Evaluating and Rethinking the current landscape of Large Multimodal Models
(LMMs), we observe that widely-used visual-language projection approaches
(e.g., Q-former or MLP) focus on the alignment of image-text descriptions yet
ignore the visual knowledge-dimension alignment, i.e., connecting visuals to
their relevant knowledge. Visual knowledge plays a significant role in
analyzing, inferring, and interpreting information from visuals, helping
improve the accuracy of answers to knowledge-based visual questions. In this
paper, we mainly explore improving LMMs with visual-language knowledge
alignment, especially aimed at challenging knowledge-based visual question
answering (VQA).
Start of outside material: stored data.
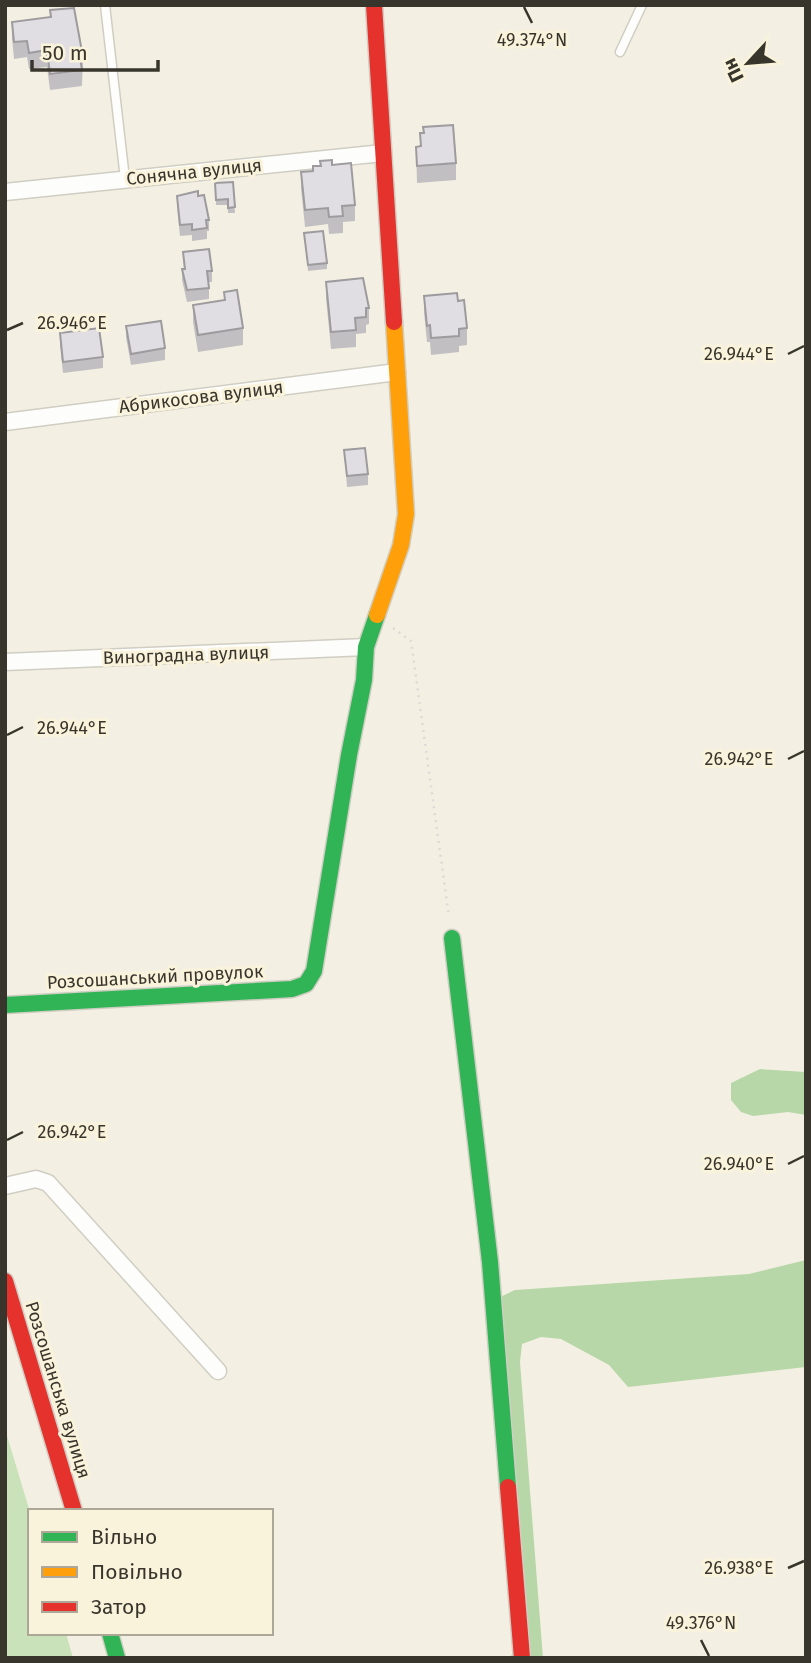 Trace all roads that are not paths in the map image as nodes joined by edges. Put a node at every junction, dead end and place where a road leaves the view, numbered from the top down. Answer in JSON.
{"nodes":[{"id":1,"x":105,"y":5,"type":"edge"},
{"id":2,"x":373,"y":5,"type":"edge"},
{"id":3,"x":642,"y":5,"type":"edge"},
{"id":4,"x":620,"y":52,"type":"dead end"},
{"id":5,"x":383,"y":153,"type":"junction"},
{"id":6,"x":125,"y":179,"type":"junction"},
{"id":7,"x":5,"y":192,"type":"edge"},
{"id":8,"x":397,"y":372,"type":"junction"},
{"id":9,"x":5,"y":422,"type":"edge"},
{"id":10,"x":366,"y":647,"type":"junction"},
{"id":11,"x":5,"y":662,"type":"edge"},
{"id":12,"x":452,"y":938,"type":"road end"},
{"id":13,"x":5,"y":1005,"type":"edge"},
{"id":14,"x":5,"y":1186,"type":"edge"},
{"id":15,"x":5,"y":1281,"type":"edge"},
{"id":16,"x":218,"y":1370,"type":"dead end"},
{"id":17,"x":73,"y":1509,"type":"edge"},
{"id":18,"x":111,"y":1635,"type":"edge"},
{"id":19,"x":117,"y":1658,"type":"edge"},
{"id":20,"x":522,"y":1658,"type":"edge"}],
"edges":[{"from":1,"to":6,"type":"lane"},
{"from":2,"to":5,"type":"street"},
{"from":3,"to":4,"type":"lane"},
{"from":5,"to":6,"type":"street","name":"Сонячна вулиця"},
{"from":5,"to":8,"type":"street"},
{"from":6,"to":7,"type":"street","name":"Сонячна вулиця"},
{"from":8,"to":9,"type":"street","name":"Абрикосова вулиця"},
{"from":8,"to":10,"type":"street"},
{"from":10,"to":11,"type":"street","name":"Виноградна вулиця"},
{"from":10,"to":13,"type":"street","name":"Розсошанський провулок"},
{"from":12,"to":20,"type":"street"},
{"from":14,"to":16,"type":"street"},
{"from":15,"to":17,"type":"street","name":"Розсошанська вулиця"},
{"from":18,"to":19,"type":"street"}]} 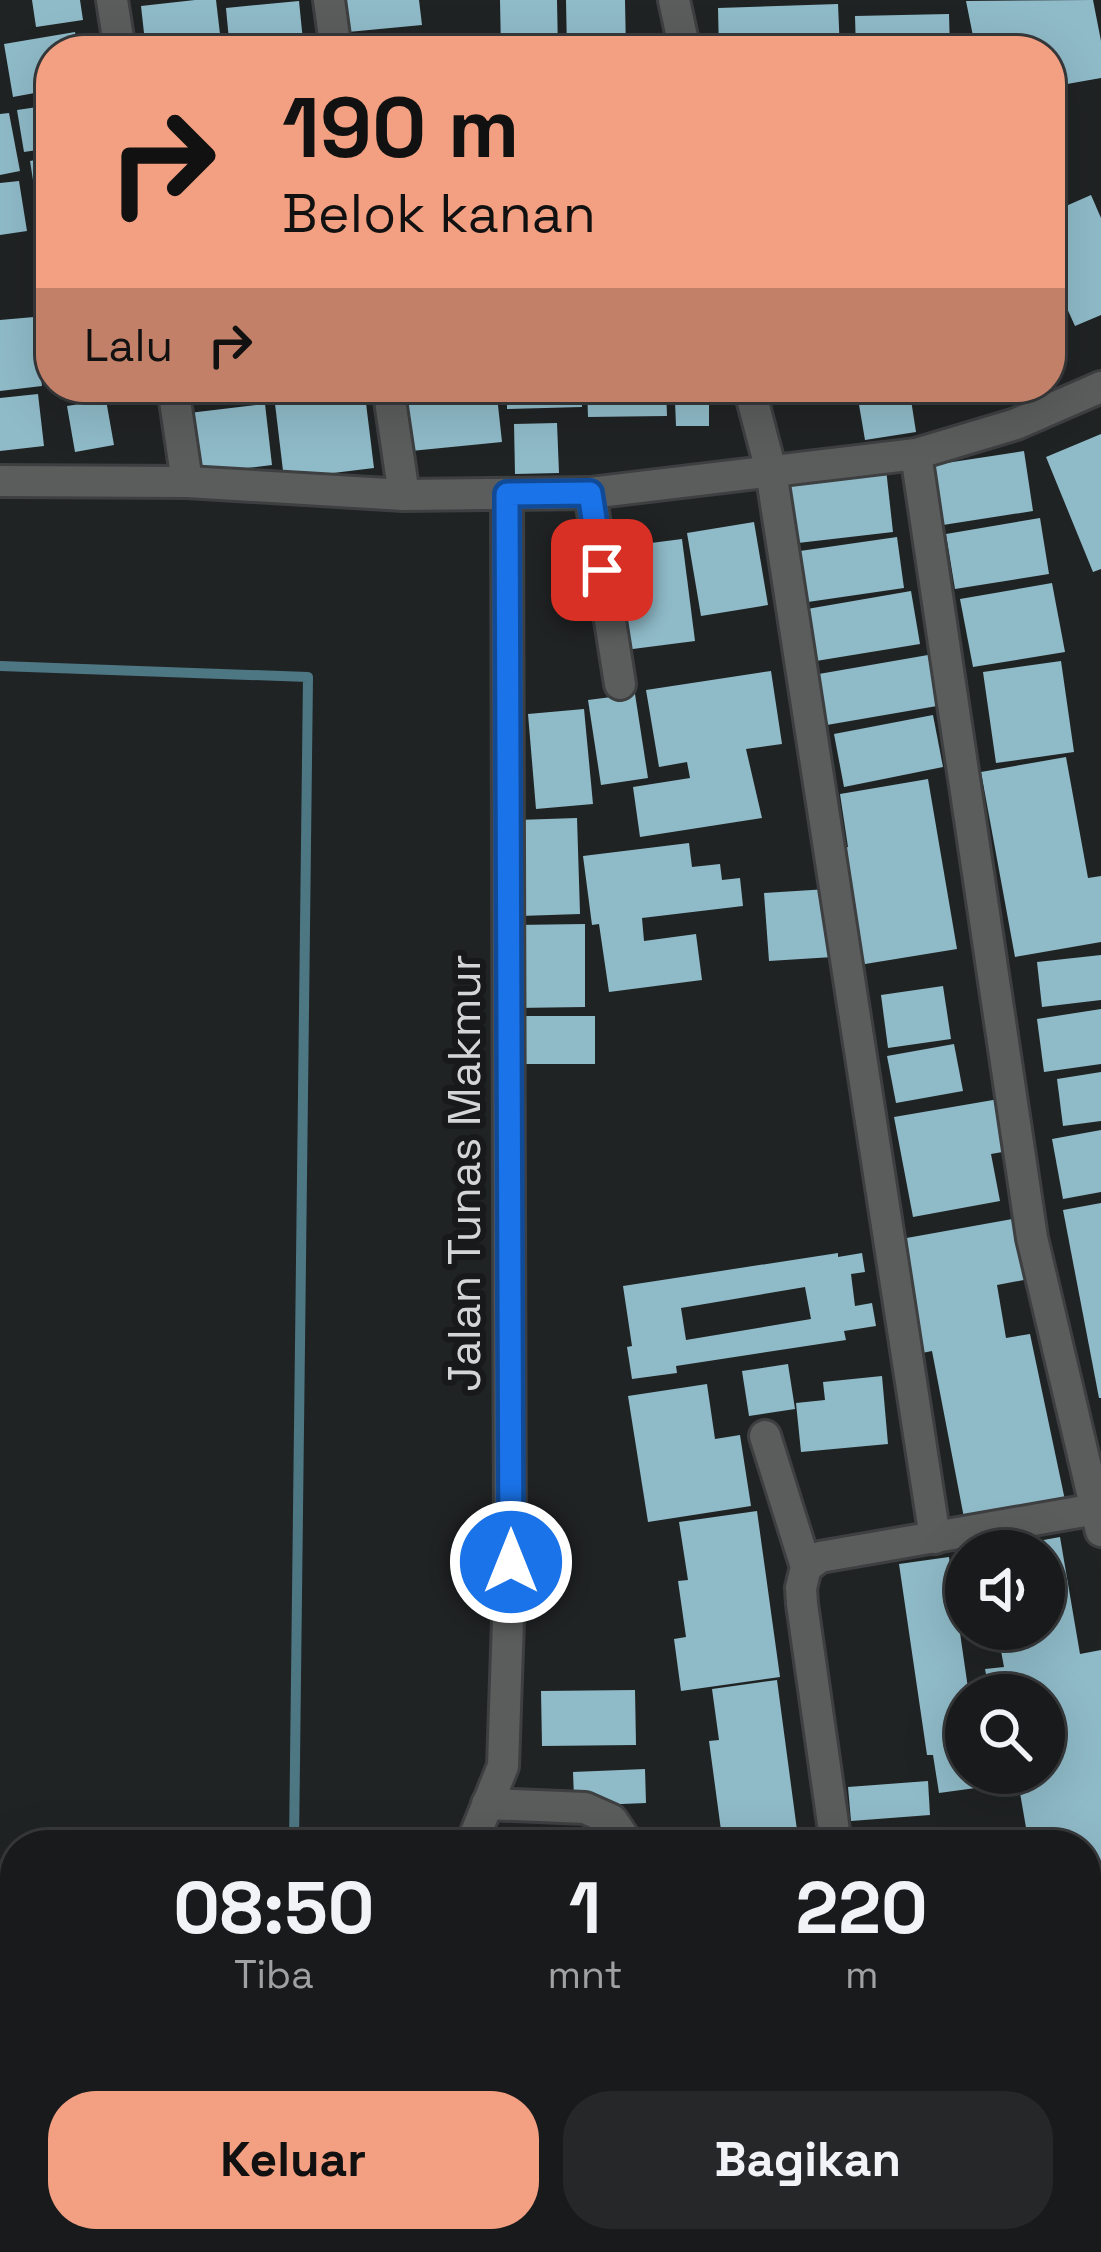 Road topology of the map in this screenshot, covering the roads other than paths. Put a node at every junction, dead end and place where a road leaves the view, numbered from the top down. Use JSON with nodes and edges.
{"nodes":[{"id":1,"x":112,"y":0,"type":"edge"},
{"id":2,"x":328,"y":0,"type":"edge"},
{"id":3,"x":674,"y":0,"type":"edge"},
{"id":4,"x":118,"y":36,"type":"edge"},
{"id":5,"x":334,"y":36,"type":"edge"},
{"id":6,"x":682,"y":36,"type":"edge"},
{"id":7,"x":1101,"y":387,"type":"edge"},
{"id":8,"x":175,"y":402,"type":"edge"},
{"id":9,"x":390,"y":402,"type":"edge"},
{"id":10,"x":753,"y":402,"type":"edge"},
{"id":11,"x":916,"y":454,"type":"junction"},
{"id":12,"x":771,"y":471,"type":"junction"},
{"id":13,"x":0,"y":481,"type":"edge"},
{"id":14,"x":188,"y":482,"type":"junction"},
{"id":15,"x":590,"y":493,"type":"junction"},
{"id":16,"x":507,"y":494,"type":"junction"},
{"id":17,"x":404,"y":495,"type":"junction"},
{"id":18,"x":620,"y":685,"type":"dead end"},
{"id":19,"x":765,"y":1436,"type":"dead end"},
{"id":20,"x":1099,"y":1520,"type":"edge"},
{"id":21,"x":935,"y":1538,"type":"junction"},
{"id":22,"x":806,"y":1567,"type":"junction"},
{"id":23,"x":487,"y":1804,"type":"junction"},
{"id":24,"x":477,"y":1830,"type":"edge"},
{"id":25,"x":618,"y":1830,"type":"edge"},
{"id":26,"x":834,"y":1830,"type":"edge"}],
"edges":[{"from":1,"to":4,"type":"street"},
{"from":2,"to":5,"type":"street"},
{"from":3,"to":6,"type":"street"},
{"from":7,"to":11,"type":"street"},
{"from":8,"to":14,"type":"street"},
{"from":9,"to":17,"type":"street"},
{"from":10,"to":12,"type":"street"},
{"from":11,"to":12,"type":"street"},
{"from":11,"to":20,"type":"street"},
{"from":12,"to":15,"type":"street"},
{"from":12,"to":21,"type":"street"},
{"from":13,"to":14,"type":"street"},
{"from":14,"to":17,"type":"street"},
{"from":15,"to":16,"type":"street"},
{"from":15,"to":18,"type":"street"},
{"from":16,"to":17,"type":"street"},
{"from":16,"to":23,"type":"street","name":"Jalan Tunas Makmur"},
{"from":19,"to":22,"type":"street"},
{"from":20,"to":21,"type":"street"},
{"from":21,"to":22,"type":"street"},
{"from":22,"to":26,"type":"street"},
{"from":23,"to":24,"type":"street","name":"Jalan Tunas Makmur"},
{"from":23,"to":25,"type":"street"}]} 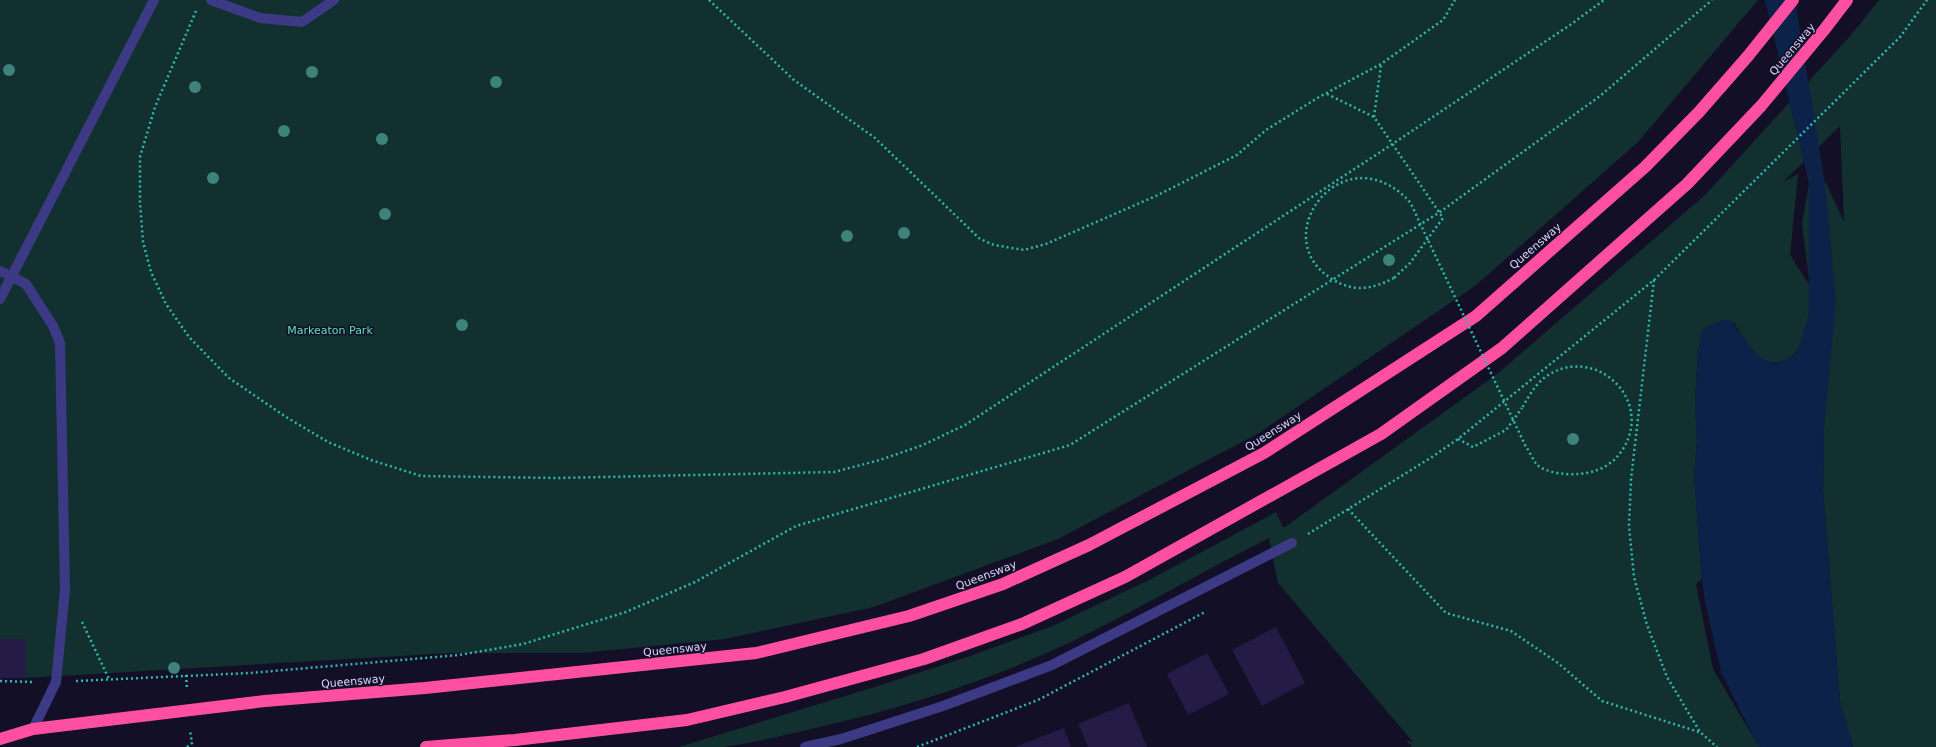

To this end, we present a Cognitive Visual-Language Mapper
(CVLM), which contains a pretrained Visual Knowledge Aligner (VKA) and a
Fine-grained Knowledge Adapter (FKA) used in the multimodal instruction tuning
stage. Specifically, we design the VKA based on the interaction between a small
language model and a visual encoder, training it on collected image-knowledge
pairs to achieve visual knowledge acquisition and projection. FKA is employed
to distill the fine-grained visual knowledge of an image and inject it into
Large Language Models (LLMs). We conduct extensive experiments on
knowledge-based VQA benchmarks and experimental results show that CVLM
significantly improves the performance of LMMs on knowledge-based VQA (average
gain by 5.0%). Ablation studies also verify the effectiveness of VKA and FKA,
respectively.

在当前大型多模态模型的研究中，我们评估和重新思考了广泛使用的视觉语言投射方法（如 Q-former 或 MLP），发现它们侧重于图像 - 文本描述的对齐，但忽略了视觉知识维度的对齐，即将视觉元素与相关知识连接起来。本文主要探索通过视觉语言知识对齐来改进大型多模态模型，特别关注知识型视觉问题回答。为此，我们提出了一个认知视觉语言映射器（CVLM），包含一个预训练的视觉知识对齐器（VKA）和一个用于多模态指令调整阶段的细粒度知识适配器（FKA）。我们通过在知识型视觉问题回答基准测试上进行广泛实验证明，CVLM 显著提高了 LMM 在知识型视觉问题回答上的性能（平均提升 5%），消融研究也验证了 VKA 和 FKA 的有效性。